Saved entries:
>>>>

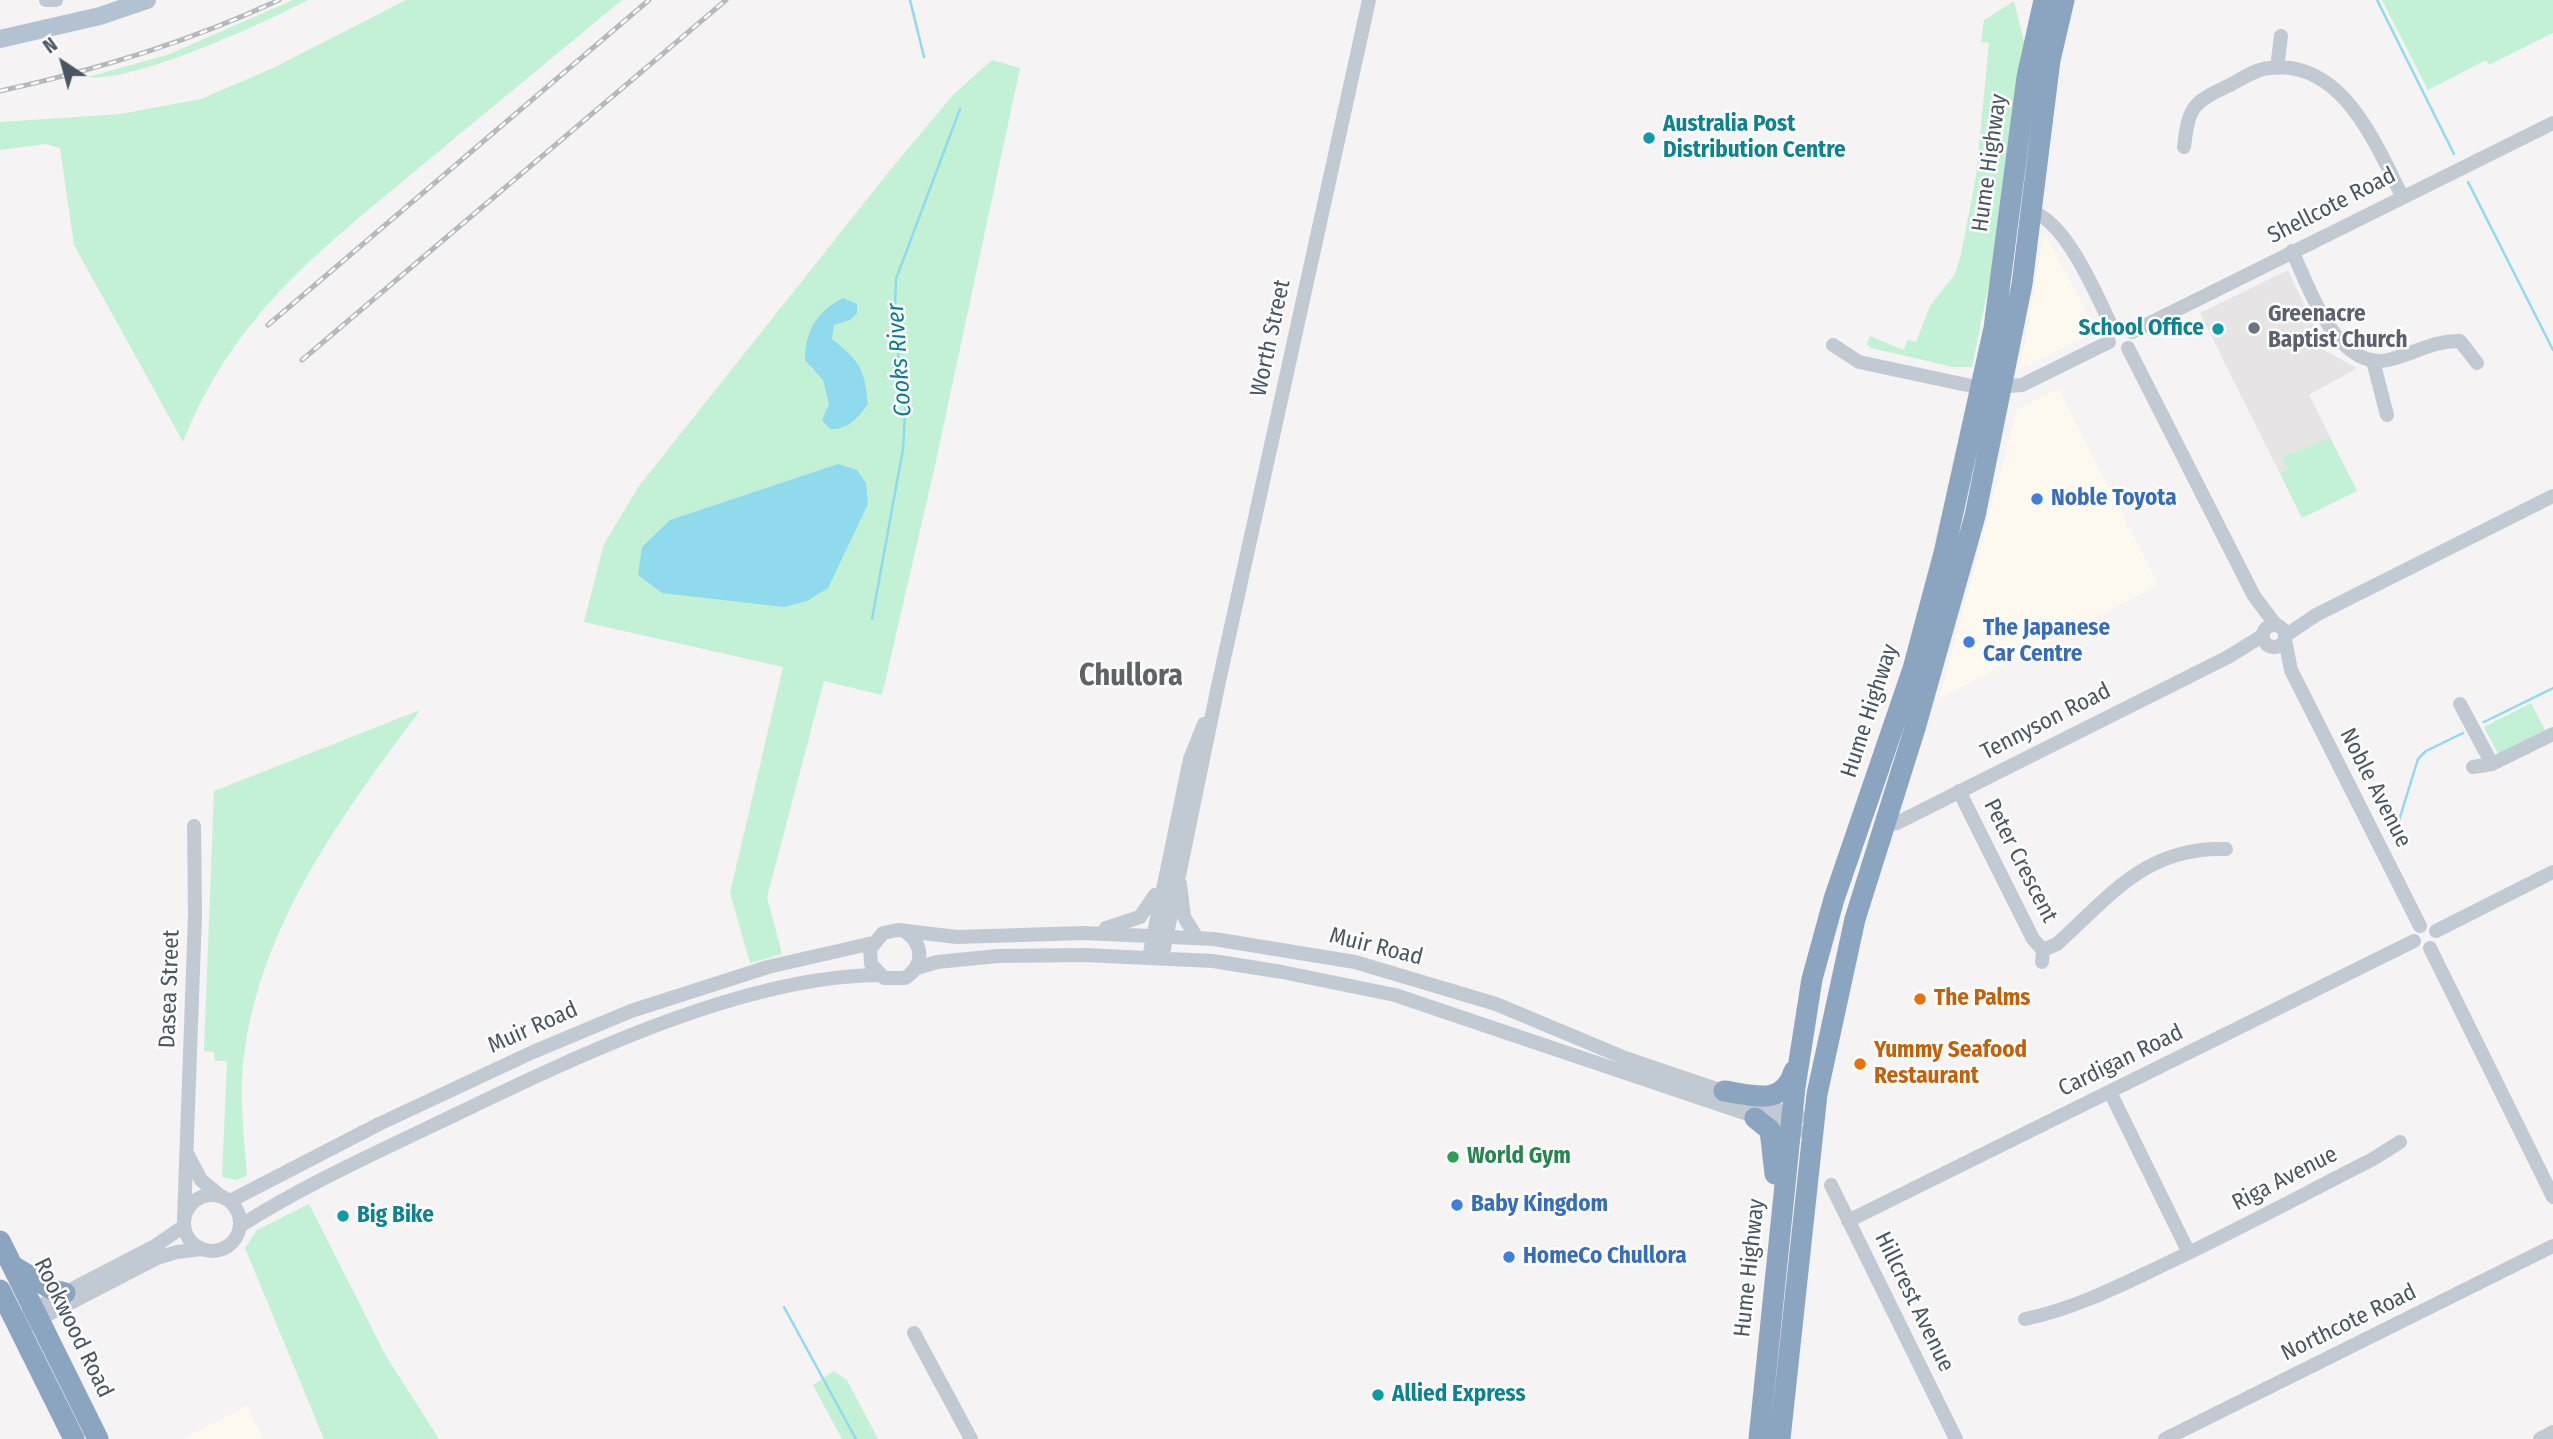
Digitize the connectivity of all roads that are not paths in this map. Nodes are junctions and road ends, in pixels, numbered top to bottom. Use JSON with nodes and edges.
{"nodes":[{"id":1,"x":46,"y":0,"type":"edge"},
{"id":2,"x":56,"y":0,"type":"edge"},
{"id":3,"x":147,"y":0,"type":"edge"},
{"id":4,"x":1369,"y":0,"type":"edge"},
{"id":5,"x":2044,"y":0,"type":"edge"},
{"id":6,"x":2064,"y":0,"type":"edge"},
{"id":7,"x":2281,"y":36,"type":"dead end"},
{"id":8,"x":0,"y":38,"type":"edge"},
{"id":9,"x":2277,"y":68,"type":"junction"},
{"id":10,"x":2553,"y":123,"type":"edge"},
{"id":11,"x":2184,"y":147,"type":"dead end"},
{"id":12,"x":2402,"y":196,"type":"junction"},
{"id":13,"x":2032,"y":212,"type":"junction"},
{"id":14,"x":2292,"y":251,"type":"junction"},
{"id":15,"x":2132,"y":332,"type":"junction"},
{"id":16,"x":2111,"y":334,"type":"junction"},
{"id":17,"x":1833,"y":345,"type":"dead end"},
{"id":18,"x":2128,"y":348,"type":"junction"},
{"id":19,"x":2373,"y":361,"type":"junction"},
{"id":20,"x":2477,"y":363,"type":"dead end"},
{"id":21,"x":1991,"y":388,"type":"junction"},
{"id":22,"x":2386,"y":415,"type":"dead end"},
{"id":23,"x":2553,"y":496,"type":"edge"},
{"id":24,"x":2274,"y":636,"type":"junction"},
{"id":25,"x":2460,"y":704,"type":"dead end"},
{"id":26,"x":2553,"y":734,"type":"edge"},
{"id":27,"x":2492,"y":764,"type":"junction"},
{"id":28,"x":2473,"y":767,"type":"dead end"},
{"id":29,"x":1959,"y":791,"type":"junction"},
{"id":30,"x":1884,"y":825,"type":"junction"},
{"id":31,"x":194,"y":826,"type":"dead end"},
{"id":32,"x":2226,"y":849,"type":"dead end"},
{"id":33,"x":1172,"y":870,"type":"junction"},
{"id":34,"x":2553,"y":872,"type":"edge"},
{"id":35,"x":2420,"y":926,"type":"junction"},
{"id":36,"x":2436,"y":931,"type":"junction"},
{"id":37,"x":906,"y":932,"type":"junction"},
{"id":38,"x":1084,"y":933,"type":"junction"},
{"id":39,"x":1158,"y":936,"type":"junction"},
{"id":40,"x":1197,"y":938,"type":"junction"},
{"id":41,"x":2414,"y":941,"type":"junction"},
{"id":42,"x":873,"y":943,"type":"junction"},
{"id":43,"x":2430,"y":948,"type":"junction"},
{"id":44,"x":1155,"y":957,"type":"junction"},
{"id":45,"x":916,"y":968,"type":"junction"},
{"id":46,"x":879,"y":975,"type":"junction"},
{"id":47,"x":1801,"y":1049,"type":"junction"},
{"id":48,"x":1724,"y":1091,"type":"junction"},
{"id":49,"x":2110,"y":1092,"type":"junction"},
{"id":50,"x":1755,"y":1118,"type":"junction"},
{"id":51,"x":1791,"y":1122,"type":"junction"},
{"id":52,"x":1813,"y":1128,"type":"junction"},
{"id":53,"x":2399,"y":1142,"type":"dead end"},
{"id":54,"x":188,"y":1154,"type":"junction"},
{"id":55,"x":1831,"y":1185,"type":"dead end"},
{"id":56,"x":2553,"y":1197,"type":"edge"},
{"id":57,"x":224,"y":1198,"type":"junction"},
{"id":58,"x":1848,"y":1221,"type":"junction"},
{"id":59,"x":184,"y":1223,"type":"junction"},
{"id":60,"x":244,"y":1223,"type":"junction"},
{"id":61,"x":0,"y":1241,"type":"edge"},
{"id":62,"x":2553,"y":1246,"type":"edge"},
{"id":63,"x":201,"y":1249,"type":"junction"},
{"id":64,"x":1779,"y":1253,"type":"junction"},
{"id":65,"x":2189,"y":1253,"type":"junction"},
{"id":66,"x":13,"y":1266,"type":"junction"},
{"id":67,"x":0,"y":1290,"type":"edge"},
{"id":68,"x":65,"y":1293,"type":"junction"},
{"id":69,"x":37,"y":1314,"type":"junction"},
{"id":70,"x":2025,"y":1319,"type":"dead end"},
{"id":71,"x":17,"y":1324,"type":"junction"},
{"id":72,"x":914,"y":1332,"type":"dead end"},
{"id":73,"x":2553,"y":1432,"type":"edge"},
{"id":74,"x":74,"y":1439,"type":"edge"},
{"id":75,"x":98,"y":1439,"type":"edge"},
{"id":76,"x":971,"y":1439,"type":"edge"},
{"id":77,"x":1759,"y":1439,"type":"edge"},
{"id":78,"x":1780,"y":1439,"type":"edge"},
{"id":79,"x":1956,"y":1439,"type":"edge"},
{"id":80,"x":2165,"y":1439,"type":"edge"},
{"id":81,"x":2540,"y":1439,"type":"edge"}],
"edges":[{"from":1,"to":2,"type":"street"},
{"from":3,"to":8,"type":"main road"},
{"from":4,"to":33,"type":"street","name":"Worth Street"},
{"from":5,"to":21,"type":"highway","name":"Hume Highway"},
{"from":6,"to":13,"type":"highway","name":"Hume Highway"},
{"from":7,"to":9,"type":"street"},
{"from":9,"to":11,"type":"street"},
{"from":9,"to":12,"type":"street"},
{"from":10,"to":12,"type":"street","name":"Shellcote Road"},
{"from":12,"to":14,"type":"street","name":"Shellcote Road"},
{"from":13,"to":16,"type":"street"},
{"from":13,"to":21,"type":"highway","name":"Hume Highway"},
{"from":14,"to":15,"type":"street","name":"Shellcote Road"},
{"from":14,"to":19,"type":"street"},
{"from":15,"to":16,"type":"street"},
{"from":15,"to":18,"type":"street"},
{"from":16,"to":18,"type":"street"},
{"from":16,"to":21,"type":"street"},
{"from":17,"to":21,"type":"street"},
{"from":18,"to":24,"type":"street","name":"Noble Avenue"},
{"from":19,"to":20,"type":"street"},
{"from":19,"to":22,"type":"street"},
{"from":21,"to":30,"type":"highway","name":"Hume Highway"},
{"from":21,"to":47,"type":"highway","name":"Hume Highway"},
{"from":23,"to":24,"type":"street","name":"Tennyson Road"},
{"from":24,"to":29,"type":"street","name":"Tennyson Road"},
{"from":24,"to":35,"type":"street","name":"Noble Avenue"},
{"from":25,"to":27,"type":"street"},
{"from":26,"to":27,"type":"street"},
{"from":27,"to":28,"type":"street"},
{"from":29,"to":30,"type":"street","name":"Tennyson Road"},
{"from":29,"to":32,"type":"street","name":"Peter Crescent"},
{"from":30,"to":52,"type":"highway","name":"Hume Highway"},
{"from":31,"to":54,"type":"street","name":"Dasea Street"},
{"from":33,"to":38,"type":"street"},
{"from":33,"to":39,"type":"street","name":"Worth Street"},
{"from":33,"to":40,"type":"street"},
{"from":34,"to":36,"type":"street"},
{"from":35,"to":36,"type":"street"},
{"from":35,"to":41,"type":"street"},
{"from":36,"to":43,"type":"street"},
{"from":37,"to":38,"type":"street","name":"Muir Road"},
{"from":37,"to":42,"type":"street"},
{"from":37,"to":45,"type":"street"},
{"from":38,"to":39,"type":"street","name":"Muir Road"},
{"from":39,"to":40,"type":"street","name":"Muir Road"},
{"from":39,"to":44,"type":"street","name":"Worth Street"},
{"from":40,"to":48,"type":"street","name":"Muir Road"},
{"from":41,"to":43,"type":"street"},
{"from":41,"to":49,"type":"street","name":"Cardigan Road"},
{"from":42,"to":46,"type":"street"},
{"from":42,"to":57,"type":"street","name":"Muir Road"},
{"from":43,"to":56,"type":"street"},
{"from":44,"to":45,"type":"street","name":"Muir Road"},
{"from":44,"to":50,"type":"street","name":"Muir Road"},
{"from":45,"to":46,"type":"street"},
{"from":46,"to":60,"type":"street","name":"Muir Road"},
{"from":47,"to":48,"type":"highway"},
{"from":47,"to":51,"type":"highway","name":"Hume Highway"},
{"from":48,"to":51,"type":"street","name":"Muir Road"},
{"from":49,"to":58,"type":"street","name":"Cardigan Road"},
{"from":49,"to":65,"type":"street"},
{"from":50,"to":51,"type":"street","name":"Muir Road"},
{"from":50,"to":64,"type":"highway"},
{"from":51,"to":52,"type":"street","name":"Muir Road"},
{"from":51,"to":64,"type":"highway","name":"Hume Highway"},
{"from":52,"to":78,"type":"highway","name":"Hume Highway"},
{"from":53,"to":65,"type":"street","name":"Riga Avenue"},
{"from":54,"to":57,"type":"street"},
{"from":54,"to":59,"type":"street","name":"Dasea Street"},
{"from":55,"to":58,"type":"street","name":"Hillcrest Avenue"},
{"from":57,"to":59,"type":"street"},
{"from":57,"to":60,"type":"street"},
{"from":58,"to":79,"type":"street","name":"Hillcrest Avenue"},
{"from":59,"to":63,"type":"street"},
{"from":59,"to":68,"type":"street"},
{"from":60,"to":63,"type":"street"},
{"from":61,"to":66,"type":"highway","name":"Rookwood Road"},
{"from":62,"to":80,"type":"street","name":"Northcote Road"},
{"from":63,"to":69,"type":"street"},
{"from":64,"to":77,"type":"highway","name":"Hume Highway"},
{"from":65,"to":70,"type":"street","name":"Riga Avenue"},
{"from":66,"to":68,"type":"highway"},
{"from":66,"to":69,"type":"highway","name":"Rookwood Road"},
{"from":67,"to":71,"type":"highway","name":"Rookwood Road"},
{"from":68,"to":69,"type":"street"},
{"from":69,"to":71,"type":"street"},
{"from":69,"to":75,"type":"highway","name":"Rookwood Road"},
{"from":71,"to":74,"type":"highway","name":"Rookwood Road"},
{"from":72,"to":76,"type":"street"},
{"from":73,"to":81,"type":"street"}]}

<<<<

### Work task:
Reproduce every line in the data that has the word "Hillcrest" in it.

### Task output:
{"from":55,"to":58,"type":"street","name":"Hillcrest Avenue"},
{"from":58,"to":79,"type":"street","name":"Hillcrest Avenue"},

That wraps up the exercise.